Canaan Lidor
Times of Israel, July 2, 2023
“There was no logic to the madness. The rioters just smash any shop in their path, there’s no selection.”
Before sunset, Jonathan C. draws the curtains of his apartment in the Paris suburb of Sarcelles tightly and makes sure no light can be seen from outside.
“I don’t want my place to be seen from the street and get targeted,” Jonathan C., a Jewish 40-year-old who works in the city as a procurement professional, told The Times of Israel on Friday. “I’m very afraid,” he added, referring to a wave of nocturnal riots that has rocked the streets of Sarcelles and other areas around the country with large Muslim communities.
The riots broke out Tuesday following the slaying by a police officer of a 17-year-old boy of Algerian descent. The teenager was driving a rented Mercedes and refused to comply with the instructions of an officer who pulled him over for a routine roadside inspection near Paris.
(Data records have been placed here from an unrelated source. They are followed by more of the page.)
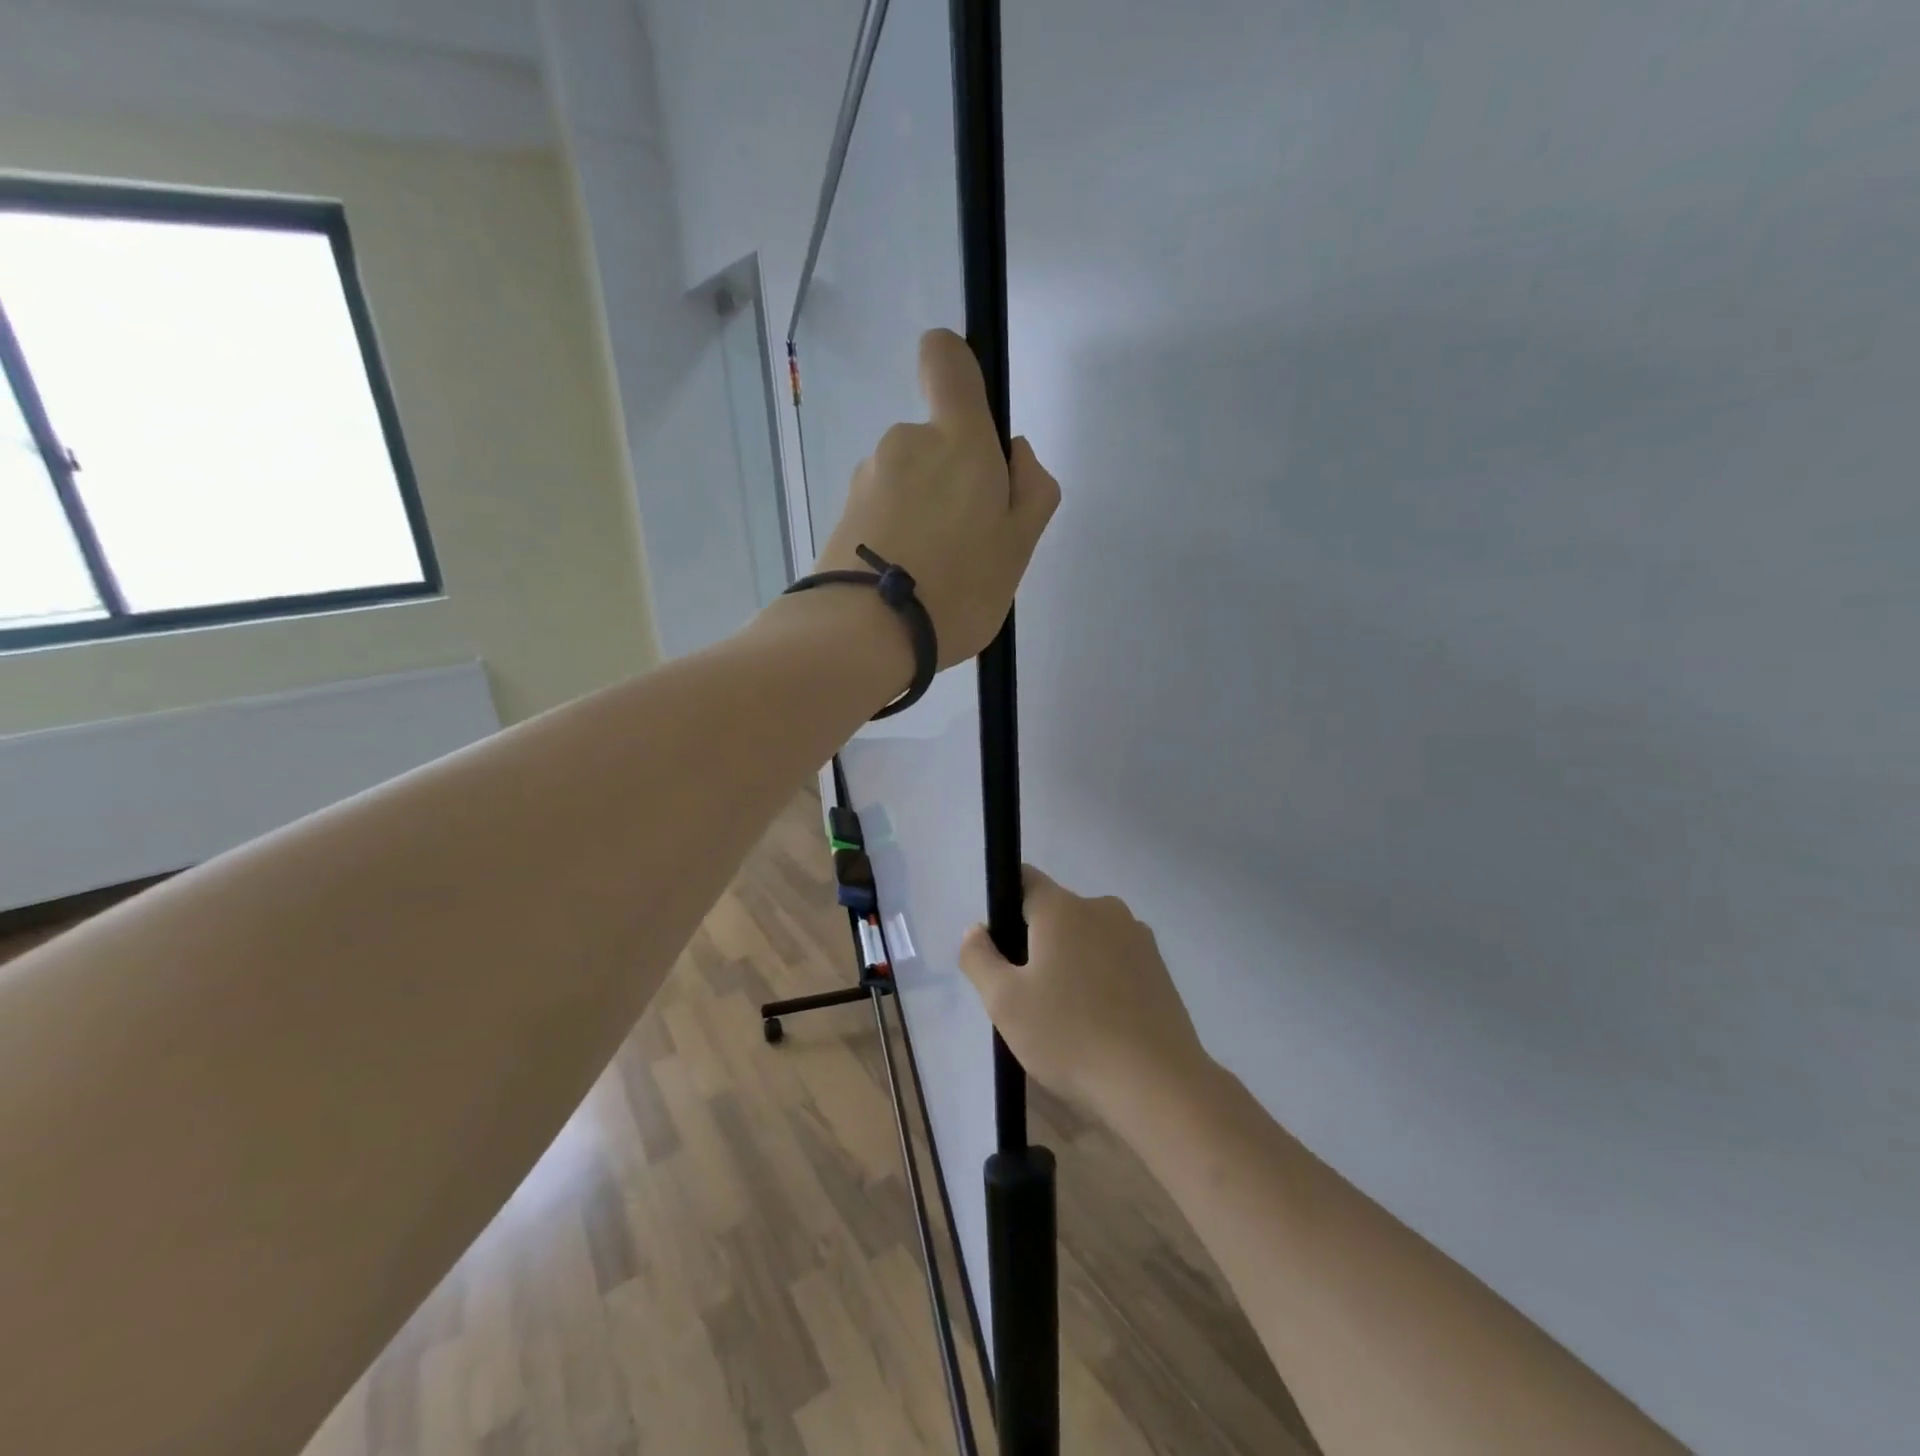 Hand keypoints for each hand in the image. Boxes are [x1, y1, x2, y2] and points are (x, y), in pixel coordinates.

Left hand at [812, 329, 1059, 667]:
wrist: (863, 635)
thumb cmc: (957, 588)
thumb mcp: (1020, 546)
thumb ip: (1032, 489)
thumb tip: (1013, 453)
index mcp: (957, 439)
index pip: (947, 357)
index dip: (960, 372)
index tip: (973, 425)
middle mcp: (905, 442)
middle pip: (936, 440)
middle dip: (956, 480)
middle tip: (969, 545)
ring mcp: (867, 477)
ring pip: (909, 481)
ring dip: (926, 511)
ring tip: (935, 573)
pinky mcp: (842, 513)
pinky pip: (883, 512)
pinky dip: (898, 534)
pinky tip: (906, 581)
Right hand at [959, 867, 1212, 1122]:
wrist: (1157, 1085)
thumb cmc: (1070, 1037)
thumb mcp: (1004, 1002)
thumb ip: (979, 957)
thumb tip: (977, 930)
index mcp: (1063, 908)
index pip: (1025, 880)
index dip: (1005, 906)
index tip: (1000, 948)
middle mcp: (1103, 909)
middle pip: (1056, 913)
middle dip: (1037, 944)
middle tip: (1027, 996)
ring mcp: (1137, 937)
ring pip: (1087, 938)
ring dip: (1071, 963)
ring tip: (1066, 1017)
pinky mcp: (1160, 967)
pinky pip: (1115, 960)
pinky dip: (1101, 980)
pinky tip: (1100, 1024) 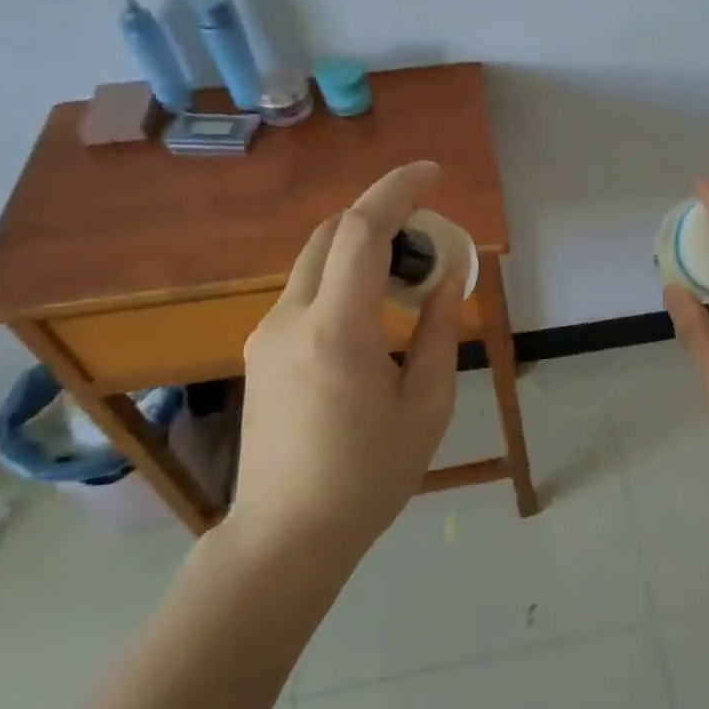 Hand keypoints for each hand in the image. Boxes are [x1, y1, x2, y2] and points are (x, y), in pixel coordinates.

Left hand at [230, 162, 468, 556]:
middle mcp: (289, 319)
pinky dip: (344, 278)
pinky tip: (373, 313)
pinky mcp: (260, 351)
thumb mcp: (426, 405)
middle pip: (331, 235)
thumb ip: (439, 331)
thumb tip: (449, 279)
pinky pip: (306, 292)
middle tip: (429, 237)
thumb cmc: (370, 475)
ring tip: (408, 279)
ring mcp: (266, 334)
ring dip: (362, 250)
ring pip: (315, 262)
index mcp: (337, 331)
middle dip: (381, 216)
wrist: (287, 534)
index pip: (361, 231)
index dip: (397, 190)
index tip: (434, 174) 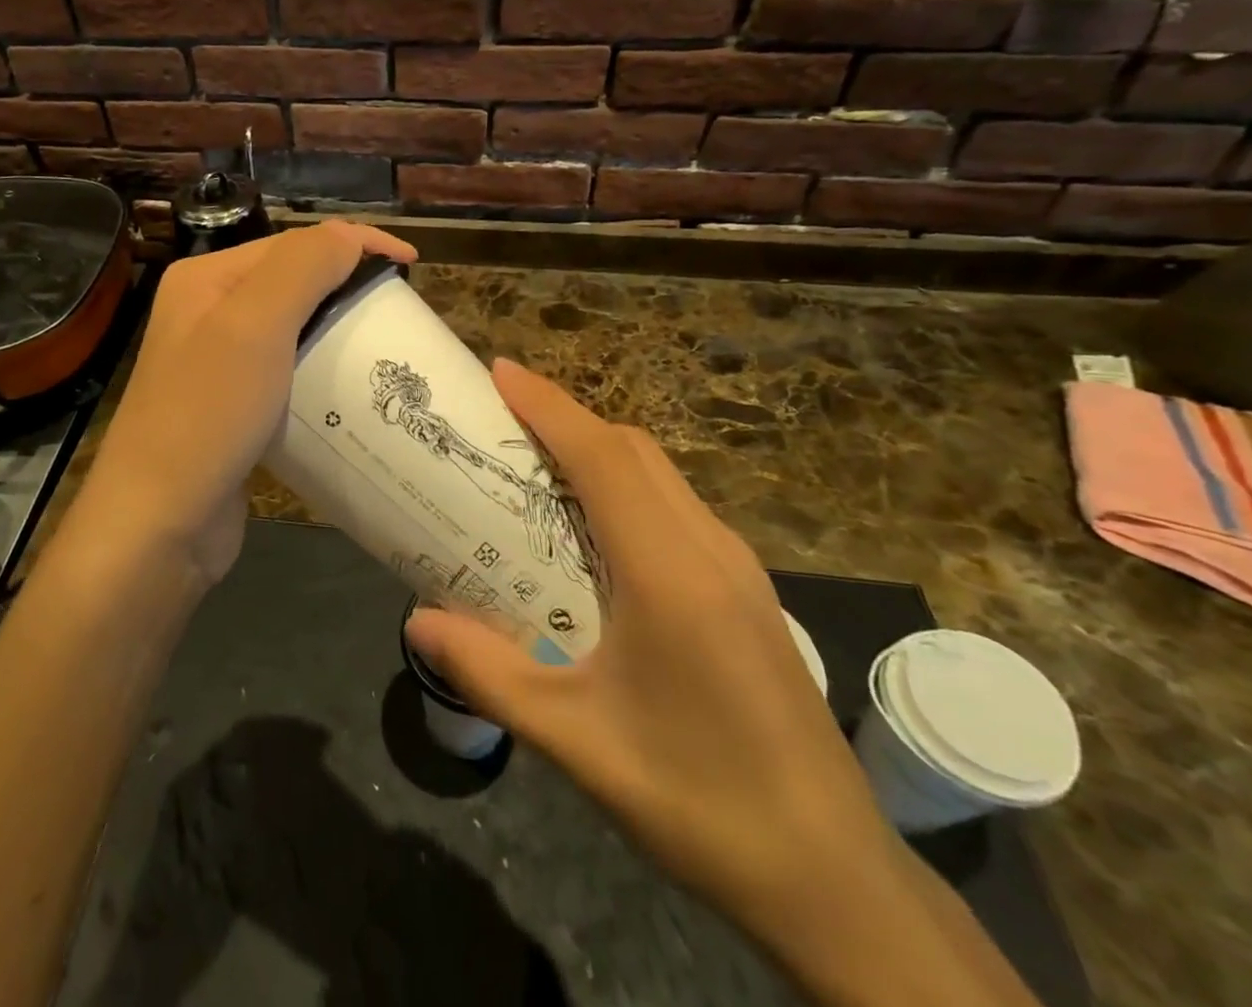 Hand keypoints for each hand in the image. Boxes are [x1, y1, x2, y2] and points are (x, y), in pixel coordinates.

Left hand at [78, 221, 415, 587]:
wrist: (160, 524)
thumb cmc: (207, 414)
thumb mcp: (255, 326)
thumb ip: (303, 267)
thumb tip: (351, 236)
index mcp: (207, 279)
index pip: (293, 243)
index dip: (355, 244)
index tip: (413, 267)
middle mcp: (208, 311)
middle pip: (293, 282)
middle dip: (348, 286)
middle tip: (399, 311)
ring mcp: (218, 362)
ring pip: (293, 329)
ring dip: (338, 330)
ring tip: (384, 347)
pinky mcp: (233, 406)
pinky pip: (288, 372)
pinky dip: (321, 371)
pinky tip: (348, 389)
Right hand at [404, 359, 897, 959]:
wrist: (833, 880)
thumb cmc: (697, 800)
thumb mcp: (575, 741)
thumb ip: (489, 674)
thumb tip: (418, 621)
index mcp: (668, 573)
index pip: (601, 456)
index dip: (548, 404)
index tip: (498, 372)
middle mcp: (709, 550)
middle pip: (633, 450)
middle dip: (567, 417)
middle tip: (502, 420)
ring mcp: (737, 568)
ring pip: (660, 474)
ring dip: (598, 450)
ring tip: (537, 464)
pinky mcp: (747, 591)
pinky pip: (676, 507)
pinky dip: (626, 485)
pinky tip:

The officer shot him dead, reportedly for fear for the lives of other officers.
Thousands of Jews who live in Sarcelles and other areas with a large Muslim population perceive the riots as a direct threat and reminder of the volatility of life in crowded neighborhoods with a history of antisemitic violence. In Sarcelles, an ordinarily calm but bustling suburb with an ethnically diverse population and a parking shortage, the riots have transformed the urban landscape into a battle zone where looters shatter storefronts to the light of burning tires.